# Greek yogurt



## marusempai (Sep 16, 2007)

Do you drain the yogurt BEFORE, or AFTER chilling it? Also, I was trying to find the answer online, and apparently you're not supposed to make 'gurt in metal vessels? I'm hoping that's only you're not supposed to culture it in metal vessels, because I don't know where I"m supposed to get a non-metal pot that will hold a two gallon batch. :facepalm:


----------



## sss3 (Jul 15, 2007)

Marusempai Would you post recipe for Greek Yogurt? Thanks.


----------



## marusempai (Sep 16, 2007)

It's just regular yogurt that has been strained - I finally found this recipe, which says to chill the yogurt before you strain it. I may try that first - I've been told in the past that if you disturb the yogurt before it is chilled, it will not be as thick. But maybe it's different if you're going to be straining it anyway?

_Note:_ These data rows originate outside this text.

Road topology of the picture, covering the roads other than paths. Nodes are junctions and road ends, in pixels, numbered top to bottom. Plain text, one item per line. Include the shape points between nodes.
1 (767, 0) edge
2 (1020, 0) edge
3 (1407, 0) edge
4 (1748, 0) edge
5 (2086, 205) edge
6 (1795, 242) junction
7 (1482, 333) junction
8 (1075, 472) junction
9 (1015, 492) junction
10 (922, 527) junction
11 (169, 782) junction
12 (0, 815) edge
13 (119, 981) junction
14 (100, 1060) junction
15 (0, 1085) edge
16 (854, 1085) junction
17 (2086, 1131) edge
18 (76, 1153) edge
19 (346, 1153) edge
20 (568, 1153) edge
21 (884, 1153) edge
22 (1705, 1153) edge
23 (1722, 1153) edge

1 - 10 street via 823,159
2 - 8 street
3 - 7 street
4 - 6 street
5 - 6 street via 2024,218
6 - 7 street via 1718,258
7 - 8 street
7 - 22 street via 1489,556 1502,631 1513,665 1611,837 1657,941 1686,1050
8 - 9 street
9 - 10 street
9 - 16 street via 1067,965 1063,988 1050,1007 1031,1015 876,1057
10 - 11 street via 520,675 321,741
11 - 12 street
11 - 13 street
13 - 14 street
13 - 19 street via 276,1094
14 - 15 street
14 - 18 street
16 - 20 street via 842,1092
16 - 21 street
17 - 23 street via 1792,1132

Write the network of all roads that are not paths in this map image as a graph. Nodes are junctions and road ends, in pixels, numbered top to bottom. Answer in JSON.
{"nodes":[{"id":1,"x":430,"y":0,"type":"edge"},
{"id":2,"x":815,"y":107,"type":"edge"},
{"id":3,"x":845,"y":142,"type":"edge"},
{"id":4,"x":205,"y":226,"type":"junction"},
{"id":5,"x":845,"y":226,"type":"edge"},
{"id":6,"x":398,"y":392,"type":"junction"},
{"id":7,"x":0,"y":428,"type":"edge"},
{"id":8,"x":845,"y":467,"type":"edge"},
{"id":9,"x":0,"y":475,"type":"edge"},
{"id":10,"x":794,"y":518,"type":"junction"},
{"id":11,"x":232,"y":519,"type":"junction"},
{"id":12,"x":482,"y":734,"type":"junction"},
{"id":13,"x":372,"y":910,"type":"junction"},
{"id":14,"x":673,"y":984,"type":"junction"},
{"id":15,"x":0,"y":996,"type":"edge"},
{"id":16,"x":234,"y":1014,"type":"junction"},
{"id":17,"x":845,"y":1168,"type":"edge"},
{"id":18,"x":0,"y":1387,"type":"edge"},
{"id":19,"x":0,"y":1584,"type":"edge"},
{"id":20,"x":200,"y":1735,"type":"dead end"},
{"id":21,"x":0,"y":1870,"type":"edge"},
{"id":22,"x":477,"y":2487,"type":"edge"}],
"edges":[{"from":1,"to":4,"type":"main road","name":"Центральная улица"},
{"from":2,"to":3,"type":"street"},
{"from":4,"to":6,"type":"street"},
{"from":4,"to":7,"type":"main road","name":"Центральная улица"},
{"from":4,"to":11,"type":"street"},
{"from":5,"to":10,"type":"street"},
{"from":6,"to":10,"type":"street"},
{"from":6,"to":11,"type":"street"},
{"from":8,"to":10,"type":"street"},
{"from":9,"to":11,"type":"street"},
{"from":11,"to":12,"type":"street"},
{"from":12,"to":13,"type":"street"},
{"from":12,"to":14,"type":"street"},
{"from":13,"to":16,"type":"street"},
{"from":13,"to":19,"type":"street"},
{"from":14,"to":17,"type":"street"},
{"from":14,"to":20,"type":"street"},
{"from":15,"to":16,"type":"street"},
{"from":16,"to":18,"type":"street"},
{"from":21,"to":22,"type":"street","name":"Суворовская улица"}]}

I have no idea what I'm doing.  I will have some yogurt in the morning though that I can experiment on. Getting tired of runny yogurt, we are.


----------



## Alice In TX/MO (May 10, 2002)

I chill it first, then strain in large coffee filters.


----------



## marusempai (Sep 16, 2007)

Chilled then strained, and it turned out great! A little lumpy, but that just means it needs more stirring. Yay!


----------



## hurryiml8 (Apr 15, 2009)

I pour it straight into a colander lined with a paper towel and put the whole thing in the fridge. It chills and strains at the same time. I just make a quart at a time though. It's good and thick! I have never chilled first. Might have to try it.


----------



## nobrabbit (May 10, 2002)

hurryiml8 said:


> I pour it straight into a colander lined with a paper towel and put the whole thing in the fridge. It chills and strains at the same time. I just make a quart at a time though. It's good and thick! I have never chilled first. Might have to try it.


I do mine this way also!


----------



## marsharini (Dec 31, 2011)

hurryiml8 said:


> I pour it straight into a colander lined with a paper towel and put the whole thing in the fridge. It chills and strains at the same time. I just make a quart at a time though. It's good and thick! I have never chilled first. Might have to try it.


This is also how I make my Greek yogurt. The longer you strain it the thicker it becomes (like yogurt cheese).


----------